State the number of lines that hold "roads" in the records below, with no other words.

========================

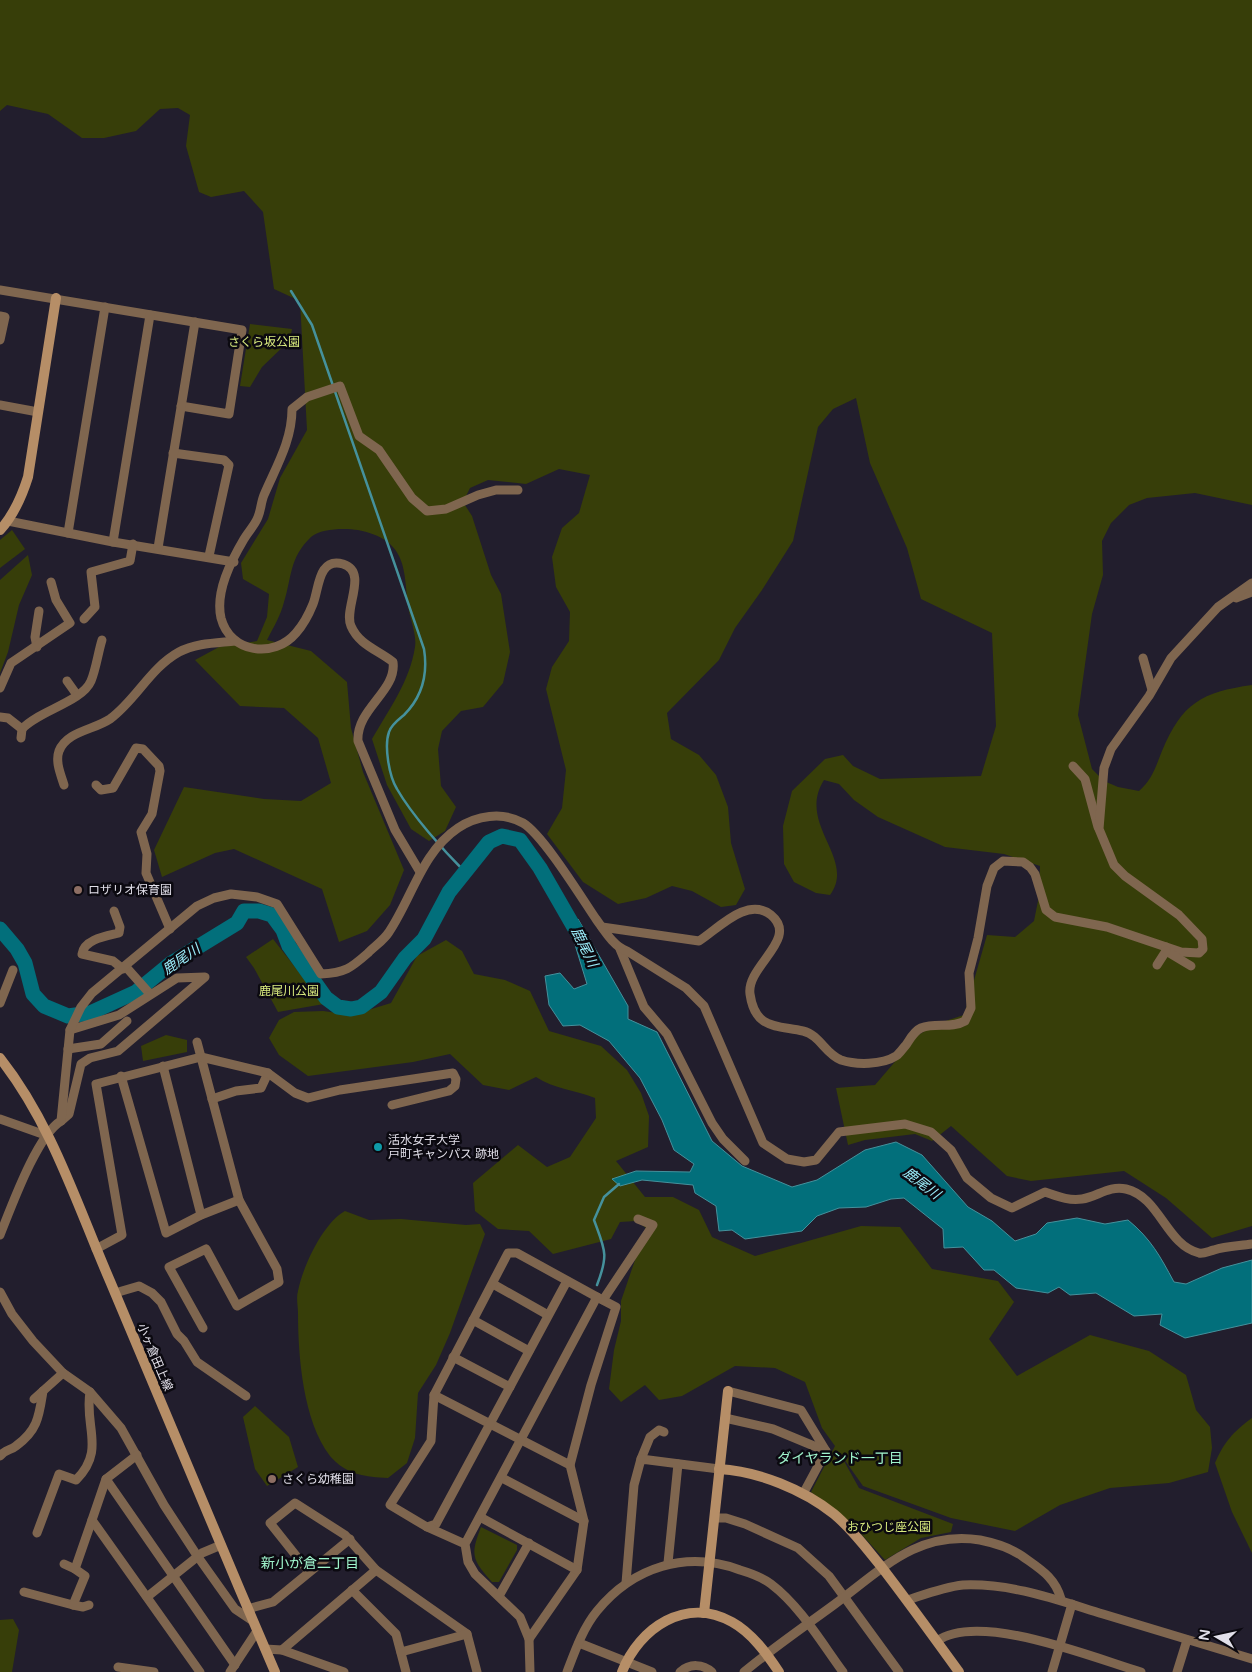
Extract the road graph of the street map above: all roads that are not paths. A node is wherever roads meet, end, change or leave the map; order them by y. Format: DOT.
graph roads {
  1 [pos="0,290"];
  2 [pos="56,298"];
  3 [pos="105,307"];
  4 [pos="150,315"];
  5 [pos="0,316"];
  6 [pos="195,322"];
  7 [pos="0,340"];
  8 [pos="0,405"];
  9 [pos="181,406"];
  10 [pos="38,412"];
  11 [pos="173,453"];
  12 [pos="518,490"];
  13 [pos="8,521"];
  14 [pos="0,530"];
  15 [pos="68,533"];
  16 [pos="112,542"];
  17 [pos="133,544"];
  18 [pos="158,548"];
  19 [pos="209,556"];
  20 [pos="234,562"];
  21 [pos="51,582"];
  22 [pos="1252,583"];
  23 [pos="1252,592"];
  24 [pos="1224,602"];
  25 [pos="38,610"];
  26 [pos="84,620"];
  27 [pos="102,640"];
  28 [pos="235,641"];
  29 [pos="37,646"];
  30 [pos="1143,658"];
  31 [pos="67,681"];
  32 [pos="0,688"];
  33 [pos="1152,690"];
  34 [pos="77,695"];
  35 [pos="0,718"];
  36 [pos="1073,766"];
  37 [pos="64,785"];
  38 [pos="96,785"];
  39 [pos="1099,829"];
  40 [pos="420,872"];
  41 [pos="114,911"];
  42 [pos="602,927"];
  43 [pos="170,929"];
  44 [pos="620,949"];
  45 [pos="1166,949"];
  46 [pos="1158,965"];
  47 [pos="1191,966"];
  48 [pos="124,968"];
  49 [pos="13,970"];
  50 [pos="150,994"];
  51 [pos="0,1003"];
  52 [pos="127,1021"];
  53 [pos="70,1030"];
  54 [pos="198,1042"];
  55 [pos="68,1049"];
  56 [pos="201,1057"];
  57 [pos="0,1058"];
  58 [pos="162,1066"];
  59 [pos="268,1073"];
  60 [pos="121,1076"];
  61 [pos="212,1099"];
  62 [pos="392,1105"];
  63 [pos="0,1119"];
  64 [pos="61,1121"];
  65 [pos="48,1136"];
  66 [pos="746,1161"];
  67 [pos="239,1200"];
  68 [pos="200,1215"];
  69 [pos="638,1219"];
  70 [pos="0,1235"];
  71 [pos="1252,1244"];
  72 [pos="96,1249"];
  73 [pos="567,1281"];
  74 [pos="493,1284"];
  75 [pos="0,1292"];
  76 [pos="115,1293"];
  77 [pos="600,1298"];
  78 [pos="548,1314"];
  79 [pos="473,1320"];
  80 [pos="202,1328"];
  81 [pos="529,1351"];
  82 [pos="453,1357"];
  83 [pos="63,1373"];
  84 [pos="510,1388"];
  85 [pos="43,1391"];
  86 [pos="728,1391"];
  87 [pos="90,1392"];
  88 [pos="434,1395"];
  89 [pos="246,1396"];
  90 [pos="34,1399"];
  91 [pos="725,1418"];
  92 [pos="490,1424"];
  93 [pos="664,1432"];
  94 [pos="521,1440"];
  95 [pos="826,1451"];
  96 [pos="137,1455"];
  97 [pos="0,1456"];
  98 [pos="641,1459"];
  99 [pos="678,1464"];
  100 [pos="570,1465"];
  101 [pos="720,1469"];
  102 [pos="502,1478"];
  103 [pos="106,1479"];
  104 [pos="803,1494"];
  105 [pos="480,1517"];
  106 [pos="715,1518"];
  107 [pos="92,1520"];
  108 [pos="584,1520"];
  109 [pos="427,1527"];
  110 [pos="37,1533"];
  111 [pos="350,1539"];
  112 [pos="529,1543"];
  113 [pos="465,1544"];
  114 [pos="221,1545"];
  115 [pos="198,1557"];
  116 [pos="710,1561"];
  117 [pos="668,1563"];
  118 [pos="64,1564"];
  119 [pos="882,1568"];
  120 [pos="75,1569"];
  121 [pos="376,1570"];
  122 [pos="577,1570"];
  123 [pos="308,1572"];
  124 [pos="174,1577"];
  125 [pos="626,1583"];
  126 [pos="352,1590"];
  127 [pos="24,1592"];
  128 [pos="146,1596"];
  129 [pos="499,1596"];
  130 [pos="844,1597"];
  131 [pos="908,1600"];
  132 [pos="1061,1600"];
  133 [pos="73,1604"];
  134 [pos="1072,1604"];
  135 [pos="90,1605"];
  136 [pos="247,1609"];
  137 [pos="704,1613"];
  138 [pos="808,1624"];
  139 [pos="255,1626"];
  140 [pos="467,1634"];
  141 [pos="529,1639"];
  142 [pos="937,1640"];
  143 [pos="1187,1640"];
  144 [pos="579,1642"];
  145 [pos="1059,1647"];
  146 [pos="265,1649"];
  147 [pos="282,1650"];
  148 [pos="401,1652"];
  149 [pos="767,1654"];
  150 [pos="1252,1659"];
  151 [pos="627,1661"];
  152 [pos="118,1667"];
  153 [pos="233,1668"];
  154 [pos="154,1672"];
  155 [pos="200,1672"];
  156 [pos="275,1672"];
  157 [pos="344,1672"];
  158 [pos="406,1672"];
  159 [pos="477,1672"];
  160 [pos="530,1672"];
  161 [pos="567,1672"];
  162 [pos="622,1672"];
  163 [pos="652,1672"];
  164 [pos="680,1672"];
  165 [pos="712,1672"];
  166 [pos="744,1672"];
  167 [pos="779,1672"];
  168 [pos="842,1672"];
  169 [pos="899,1672"];
  170 [pos="959,1672"];
  171 [pos="1052,1672"];
  172 [pos="1140,1672"];
  173 [pos="1177,1672"];
  1 -- 2 [label="street"];
  2 -- 3 [label="street"];
  2 -- 10 [label="street"];
  3 -- 4 [label="street"];
  3 -- 15 [label="street"];
  4 -- 6 [label="street"];
  4 -- 16 [label="street"];
  5 -- 7 [label="street"];
  6 -- 9 [label="street"];
  6 -- 9 [label="street"];
  8 -- 10 [label="street"];
  9 -- 11 [label="street"];
  10 -- 13 [label="street"];
  11 -- 18 [label="street"];
  11 -- 19 [label="street"];
  12 -- 20 [label="street"];
  13 -- 14 [label="street"];
  13 -- 15 [label="street"];
  15 -- 16 [label="street"];
  16 -- 17 [label="street"];
  17 -- 18 [label="street"];
  17 -- 26 [label="street"];
  18 -- 19 [label="street"];
  19 -- 20 [label="street"];
  20 -- 28 [label="street"];
  21 -- 29 [label="street"];
  22 -- 24 [label="street"];
  23 -- 24 [label="street"];
  24 -- 33 [label="street"];
  25 -- 29 [label="street"];
  27 -- 34 [label="street"];
  28 -- 37 [label="street"];
  28 -- 40 [label="street"];
  29 -- 32 [label="street"];
  30 -- 33 [label="street"];
  31 -- 34 [label="street"];
  33 -- 39 [label="street"];
  34 -- 35 [label="street"];
  36 -- 39 [label="street"];
  38 -- 43 [label="street"];
  39 -- 45 [label="street"];
  40 -- 42 [label="street"];
  40 -- 43 [label="street"];
  41 -- 48 [label="street"];
  42 -- 44 [label="street"];
  42 -- 45 [label="street"];
  43 -- 48 [label="street"];
  44 -- 66 [label="street"];
  44 -- 71 [label="street"];
  45 -- 46 [label="street"];
  45 -- 47 [label="street"];
  48 -- 50 [label="street"];
  48 -- 53 [label="street"];
  49 -- 51 [label="street"];
  50 -- 53 [label="street"];
  50 -- 64 [label="street"];
  52 -- 55 [label="street"];
  53 -- 55 [label="street"];
  54 -- 56 [label="street"];
  55 -- 64 [label="street"];
  56 -- 58 [label="street"];
  56 -- 59 [label="street"];
  56 -- 61 [label="street"];
  57 -- 65 [label="street, 小ヶ倉田上線"];
  58 -- 60 [label="street"];
  58 -- 68 [label="street"];
  59 -- 61 [label="street"];
  59 -- 62 [label="street"];
  60 -- 68 [label="street"];
  60 -- 72 [label="street"];
  61 -- 67 [label="street"];
  63 -- 65 [label="street"];
  64 -- 65 [label="street"];
  65 -- 70 [label="street"];
  65 -- 72 [label="street, 小ヶ倉田上線"];
  67 -- 68 [label="street"];
  67 -- 80 [label="street"];
  69 -- 77 [label="street"];
  72 -- 76 [label="street, 小ヶ倉田上線"];
  73 -- 74 [label="street"];
  73 -- 77 [label="street"];
  73 -- 78 [label="street"];
  74 -- 78 [label="street"];
  74 -- 79 [label="street"];
  75 -- 83 [label="street"];
  76 -- 89 [label="street"];
  76 -- 114 [label="street, 小ヶ倉田上線"];
  77 -- 94 [label="street"];
  77 -- 100 [label="street"];
  78 -- 81 [label="street"];
  79 -- 81 [label="street"];
  79 -- 82 [label="street"];
  81 -- 84 [label="street"];
  82 -- 84 [label="street"];
  82 -- 88 [label="street"];
  83 -- 85 [label="street"];
  83 -- 87 [label="street"];
  84 -- 92 [label="street"];
  85 -- 90 [label="street"];
  85 -- 97 [label="street"];
  86 -- 91 [label="street"];
  86 -- 95 [label="street"];
  87 -- 96 [label="street"];
  87 -- 110 [label="street"];
  88 -- 92 [label="street"];
  88 -- 109 [label="street"];
  91 -- 95 [label="street"];
  91 -- 101 [label="street"];
  92 -- 94 [label="street"];
  92 -- 109 [label="street"];
  93 -- 98 [label="street"];
  94 -- 100 [label="street"];
  94 -- 102 [label="street"];
  95 -- 104 [label="street"];
  96 -- 103 [label="street"];
  96 -- 115 [label="street"];
  98 -- 99 [label="street"];
  98 -- 125 [label="street"];
  99 -- 101 [label="street"];
  99 -- 117 [label="street"];
  100 -- 108 [label="street"];
  101 -- 104 [label="street"];
  101 -- 106 [label="street"];
  102 -- 105 [label="street"];
  102 -- 108 [label="street"];
  103 -- 107 [label="street"];
  103 -- 124 [label="street"];
  104 -- 119 [label="street"];
  105 -- 112 [label="street"];
  105 -- 113 [label="street"];
  106 -- 116 [label="street"];
  106 -- 130 [label="street"];
  107 -- 120 [label="street"];
  107 -- 128 [label="street"];
  108 -- 122 [label="street"];
  109 -- 113 [label="street"];
  111 -- 121 [label="street"];
  111 -- 123 [label="street"];
  111 -- 123 [label="street"];
  112 -- 122 [label="street"];
  112 -- 129 [label="street"];
  113 -- 129 [label="street"];
  114 -- 115 [label="street"];
  114 -- 136 [label="street, 小ヶ倉田上線"];
  115 -- 124 [label="street"];
  115 -- 139 [label="street"];
  116 -- 117 [label="street"];
  116 -- 137 [label="street"];
  116 -- 138 [label="street"];
  117 -- 125 [label="street"];
  118 -- 120 [label="street"];
  119 -- 130 [label="street"];
  119 -- 131 [label="street"];
  119 -- 132 [label="street"];
  120 -- 133 [label="street"];
  121 -- 126 [label="street"];
  121 -- 140 [label="street"];
  122 -- 141 [label="street"];
  123 -- 136 [label="street"];
  124 -- 128 [label="street"];
  124 -- 153 [label="street"];
  125 -- 144 [label="street"];
  126 -- 147 [label="street"];
  126 -- 148 [label="street"];
  127 -- 133 [label="street"];
  128 -- 155 [label="street"];
  129 -- 141 [label="street"];
  130 -- 138 [label="street"];
  130 -- 169 [label="street"];
  131 -- 132 [label="street"];
  131 -- 142 [label="street"];
  132 -- 134 [label="street"];
  133 -- 135 [label="street"];
  134 -- 143 [label="street"];
  134 -- 145 [label="street"];
  136 -- 139 [label="street, 小ヶ倉田上線"];
  137 -- 149 [label="street"];
  137 -- 151 [label="street"];
  138 -- 149 [label="street"];
  138 -- 168 [label="street"];
  139 -- 146 [label="street, 小ヶ倉田上線"];
  139 -- 153 [label="street"];
  140 -- 148 [label="street"];
  140 -- 159 [label="street"];
  141 -- 160 [label="street"];
  142 -- 145 [label="street"];
  142 -- 170 [label="street"];
  143 -- 150 [label="street"];
  143 -- 173 [label="street"];
  144 -- 151 [label="street"];
  144 -- 161 [label="street"];
  145 -- 171 [label="street"];
  145 -- 172 [label="street"];
  146 -- 147 [label="street"];
  146 -- 156 [label="street, 小ヶ倉田上線"];
  147 -- 157 [label="street"];
  148 -- 158 [label="street"];
  149 -- 166 [label="street"];
  149 -- 167 [label="street"];
  151 -- 162 [label="street"];
  151 -- 163 [label="street"];
  152 -- 154 [label="street"];
  164 -- 165 [label="street"];
}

========================

[Exercise solution]: 2